La grande dame des “wine critics”, Jancis Robinson, demande publiquement pour des expériences écrites sur les caves à vin indépendantes. Voici ma contribution. On m’a répondu: “thank you for a lovely and unusual wine shop review”. hm.

If wine were a seasonal symbol of life cycles – as in: 4 seasons in a lifetime or 4 seasons recurring over periods of time – then the knowledge about this extraordinary juice, about the workforce devoting their lives to it, about professional critics and most importantly about the wine world networks, is part of the “where and when” desire of wine itself. You mature, and as you do, some wines start tickling you. Make your tongue acquainted with taste and vocabulary. Make your conversation with experts worth the sweat. Make you at ease with what you yourself have to offer.

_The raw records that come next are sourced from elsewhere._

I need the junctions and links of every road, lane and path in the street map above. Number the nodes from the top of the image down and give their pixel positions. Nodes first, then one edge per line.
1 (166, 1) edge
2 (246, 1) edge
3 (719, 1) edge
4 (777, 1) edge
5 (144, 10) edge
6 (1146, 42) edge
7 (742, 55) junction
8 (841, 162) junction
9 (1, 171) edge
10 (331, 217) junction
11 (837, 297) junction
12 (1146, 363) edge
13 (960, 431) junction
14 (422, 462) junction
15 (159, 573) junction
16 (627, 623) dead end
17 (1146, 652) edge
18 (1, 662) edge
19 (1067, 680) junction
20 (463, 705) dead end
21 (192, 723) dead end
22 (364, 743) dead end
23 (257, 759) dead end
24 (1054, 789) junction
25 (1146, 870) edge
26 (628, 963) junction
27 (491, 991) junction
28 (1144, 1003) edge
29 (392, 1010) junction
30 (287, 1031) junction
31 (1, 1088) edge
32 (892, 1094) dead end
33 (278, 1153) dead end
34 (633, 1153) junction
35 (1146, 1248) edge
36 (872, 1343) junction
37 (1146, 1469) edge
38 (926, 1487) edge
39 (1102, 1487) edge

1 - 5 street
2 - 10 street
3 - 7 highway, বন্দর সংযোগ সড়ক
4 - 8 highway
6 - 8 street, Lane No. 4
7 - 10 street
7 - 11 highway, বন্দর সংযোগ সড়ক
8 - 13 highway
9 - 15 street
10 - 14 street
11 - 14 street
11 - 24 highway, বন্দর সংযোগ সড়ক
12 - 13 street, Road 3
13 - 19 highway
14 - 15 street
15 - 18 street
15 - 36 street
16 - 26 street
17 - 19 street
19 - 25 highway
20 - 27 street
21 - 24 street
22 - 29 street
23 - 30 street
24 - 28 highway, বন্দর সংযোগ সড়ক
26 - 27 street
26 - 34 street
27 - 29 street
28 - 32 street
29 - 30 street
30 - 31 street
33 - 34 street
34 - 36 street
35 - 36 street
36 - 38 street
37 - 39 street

I had jumped into my parents’ car, in the hot spring of 2011, for a five-week tour in France. My wine career was 2 years old and I had been swallowing so much theory in my Brussels apartment that I had gotten deadly thirsty to see, to feel, to smell vineyards. After 7500 kilometres and 66 bottles in the trunk of a car without airconditioning, I arrived at a wine shop in Montpellier, where Agnes, a friend of mine, had invited me to discover the job of her life. Frédéric Jean-Jean (not the namesake who is president of the Languedoc interprofessional syndicate) welcomed me with open arms. I had never met him before. After he had put his hand on my forehead to take my temperature, he asked me how many bottles I had been collecting during my trip. “We have to get them out! They’re burning!” he shouted in such an irresistible French that I didn’t stop him taking all of the boxes out, to put them in his tiny backward cellar. Frédéric allows his bottles to live in the best possible conditions. His shop must have been the cosiest, most filled “cave” I have come across ever since.

That evening – coincidentally the wine shop celebrated its 10 years existence – I met some of the people I got to admire endlessly. Chefs-sommeliers, producers, wine journalists, clients and amateurs of “fine Languedoc wines” which is the speciality of the shop. The wines I discovered that evening thanks to the people I was introduced to… I had matured, it seemed, and ready for a step beyond what I had been doing so far.

The shop is called “Cave des Arceaux” and is located on Rue Marioge 7, 34000 Montpellier, France.